Krivitsky also pointed out that Theodore Maly also ran a young English aristocrat, who was a journalist who had working for a British newspaper during the Spanish Civil War. This man was a friend of the agent in the Foreign Office. Maly apparently sent this agent to Spain with the orders to assassinate General Francisco Franco. Some experts such as Gary Kern have argued that the information given by Krivitsky should have led to the arrest of Maclean's friend, Kim Philby.
Christopher Andrew, the author of The Defence of the Realm: The Authorized History of MI5 (2009) has defended Archer's reputation. "Her interrogation of the Russian defector Walter Krivitsky, early in 1940, was a model of its kind the first really professional debriefing of a Soviet intelligence officer on either side of the Atlantic. In November 1940, however, she was sacked after denouncing the incompetence of Kell's successor as director, Jasper Harker."
Although Guy Liddell believed that Archer "had unfortunately gone too far" Oswald Harker was to blame because "but for his incompetence, the situation would never have arisen, and he had, moreover, over a period of many years, encouraged frank criticism from Jane Archer."

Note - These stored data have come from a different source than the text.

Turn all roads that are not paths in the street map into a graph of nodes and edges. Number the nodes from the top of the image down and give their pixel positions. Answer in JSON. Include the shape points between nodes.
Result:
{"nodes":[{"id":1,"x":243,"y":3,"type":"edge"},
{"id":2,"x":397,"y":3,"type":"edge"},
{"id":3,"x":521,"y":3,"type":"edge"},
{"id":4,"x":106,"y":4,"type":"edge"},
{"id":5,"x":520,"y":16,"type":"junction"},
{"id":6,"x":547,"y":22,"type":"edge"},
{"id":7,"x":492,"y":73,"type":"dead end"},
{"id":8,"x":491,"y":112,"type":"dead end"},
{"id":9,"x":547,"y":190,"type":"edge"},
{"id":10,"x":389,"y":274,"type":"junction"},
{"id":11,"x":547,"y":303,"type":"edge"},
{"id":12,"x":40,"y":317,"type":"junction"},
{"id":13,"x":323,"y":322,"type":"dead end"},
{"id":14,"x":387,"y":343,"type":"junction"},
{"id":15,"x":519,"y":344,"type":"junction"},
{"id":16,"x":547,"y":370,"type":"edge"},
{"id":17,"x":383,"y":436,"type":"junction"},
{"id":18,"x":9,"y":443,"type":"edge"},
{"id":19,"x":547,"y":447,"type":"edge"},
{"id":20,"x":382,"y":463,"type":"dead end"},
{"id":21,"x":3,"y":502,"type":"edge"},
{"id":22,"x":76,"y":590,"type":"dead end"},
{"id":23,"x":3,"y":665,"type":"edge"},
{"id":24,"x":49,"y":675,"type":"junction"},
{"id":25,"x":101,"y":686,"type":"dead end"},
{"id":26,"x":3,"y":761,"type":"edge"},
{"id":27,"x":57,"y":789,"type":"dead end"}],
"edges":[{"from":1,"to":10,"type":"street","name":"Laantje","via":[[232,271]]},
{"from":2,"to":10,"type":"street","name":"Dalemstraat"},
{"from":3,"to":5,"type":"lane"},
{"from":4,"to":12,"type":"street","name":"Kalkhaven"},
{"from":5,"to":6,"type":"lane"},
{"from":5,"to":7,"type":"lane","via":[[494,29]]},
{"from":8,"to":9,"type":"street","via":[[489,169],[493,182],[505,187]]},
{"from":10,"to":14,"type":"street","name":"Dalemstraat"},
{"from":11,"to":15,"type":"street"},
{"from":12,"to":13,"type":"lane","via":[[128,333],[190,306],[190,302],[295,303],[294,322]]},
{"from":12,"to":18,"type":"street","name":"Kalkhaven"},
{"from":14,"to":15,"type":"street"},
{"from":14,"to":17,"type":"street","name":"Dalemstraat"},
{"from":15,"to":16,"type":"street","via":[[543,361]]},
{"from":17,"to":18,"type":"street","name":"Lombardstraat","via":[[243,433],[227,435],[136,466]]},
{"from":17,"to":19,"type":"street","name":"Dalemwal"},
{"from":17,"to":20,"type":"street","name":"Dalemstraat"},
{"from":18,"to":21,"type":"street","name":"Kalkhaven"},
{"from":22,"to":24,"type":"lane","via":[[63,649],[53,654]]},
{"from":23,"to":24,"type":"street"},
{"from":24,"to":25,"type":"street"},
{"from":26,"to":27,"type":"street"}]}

Wing Commander John Archer was killed on 27th September, 1943.
Primary Sources
(1) Christopher Andrew, The Defence of the Realm: The Authorized History of MI5 (2009)
There was no wartime expansion, however, in the number of female MI5 officers. At the outbreak of war, the Security Service had only one such officer: Jane Archer (nee Sissmore), its main Soviet expert, who married the Service's RAF liason officer, Wing Commander John "Joe" Archer, during the lunch-hour on the day before war was declared. Her interrogation of the Russian defector Walter Krivitsky, early in 1940, was a model of its kind the first really professional debriefing of a Soviet intelligence officer on either side of the Atlantic. In November 1940, however, she was sacked after denouncing the incompetence of Kell's successor as director, Jasper Harker.